(PROVIDED DATA)

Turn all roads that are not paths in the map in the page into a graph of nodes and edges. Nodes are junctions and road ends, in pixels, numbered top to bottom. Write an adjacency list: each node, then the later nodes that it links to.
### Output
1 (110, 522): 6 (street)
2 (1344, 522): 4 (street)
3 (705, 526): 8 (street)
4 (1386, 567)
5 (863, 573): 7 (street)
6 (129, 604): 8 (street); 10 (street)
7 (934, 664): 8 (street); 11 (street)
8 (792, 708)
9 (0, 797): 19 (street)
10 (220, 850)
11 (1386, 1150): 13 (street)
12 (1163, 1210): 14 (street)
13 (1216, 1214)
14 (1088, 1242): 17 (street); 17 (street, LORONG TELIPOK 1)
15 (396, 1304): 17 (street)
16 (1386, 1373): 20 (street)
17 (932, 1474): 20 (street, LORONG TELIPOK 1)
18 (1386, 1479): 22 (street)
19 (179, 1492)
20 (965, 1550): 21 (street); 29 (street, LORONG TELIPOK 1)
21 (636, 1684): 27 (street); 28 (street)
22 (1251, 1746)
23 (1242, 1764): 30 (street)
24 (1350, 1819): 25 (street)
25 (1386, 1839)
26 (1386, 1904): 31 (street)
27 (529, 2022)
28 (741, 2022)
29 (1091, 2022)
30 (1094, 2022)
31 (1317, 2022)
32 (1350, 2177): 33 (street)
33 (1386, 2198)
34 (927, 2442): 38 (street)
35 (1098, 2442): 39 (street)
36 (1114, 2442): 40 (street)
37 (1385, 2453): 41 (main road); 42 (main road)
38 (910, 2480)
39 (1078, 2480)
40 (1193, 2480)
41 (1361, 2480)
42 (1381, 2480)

(End PROVIDED DATA)

**REQUIRED ACTION:** The data above needs retyping. Reproduce each line exactly.

**SOLUTION BELOW:**
Turn all roads that are not paths in the map in the page into a graph of nodes and edges. Nodes are junctions and road ends, in pixels, numbered top to bottom. Write an adjacency list: each node, then the later nodes that it links to.
### Output
1 (110, 522): 6 (street)
2 (1344, 522): 4 (street)
3 (705, 526): 8 (street)
4 (1386, 567)
5 (863, 573): 7 (street)
6 (129, 604): 8 (street); 10 (street)
7 (934, 664): 8 (street); 11 (street)
8 (792, 708)
9 (0, 797): 19 (street)
10 (220, 850)
11 (1386, 1150): 13 (street)
12 (1163, 1210): 14 (street)
13 (1216, 1214)
14 (1088, 1242): 17 (street); 17 (street, LORONG TELIPOK 1)
15 (396, 1304): 17 (street)
16 (1386, 1373): 20 (street)
17 (932, 1474): 20 (street, LORONG TELIPOK 1)
18 (1386, 1479): 22 (street)
19 (179, 1492)
20 (965, 1550): 21 (street); 29 (street, LORONG TELIPOK 1)
21 (636, 1684): 27 (street); 28 (street)
22 (1251, 1746)
23 (1242, 1764): 30 (street)
24 (1350, 1819): 25 (street)
25 (1386, 1839)
26 (1386, 1904): 31 (street)
27 (529, 2022)
28 (741, 2022)
29 (1091, 2022)
30 (1094, 2022)
31 (1317, 2022)
32 (1350, 2177): 33 (street)
33 (1386, 2198)
34 (927, 2442): 38 (street)
35 (1098, 2442): 39 (street)
36 (1114, 2442): 40 (street)
37 (1385, 2453): 41 (main road); 42 (main road)
38 (910, 2480)
39 (1078, 2480)
40 (1193, 2480)
41 (1361, 2480)
42 (1381, 2480)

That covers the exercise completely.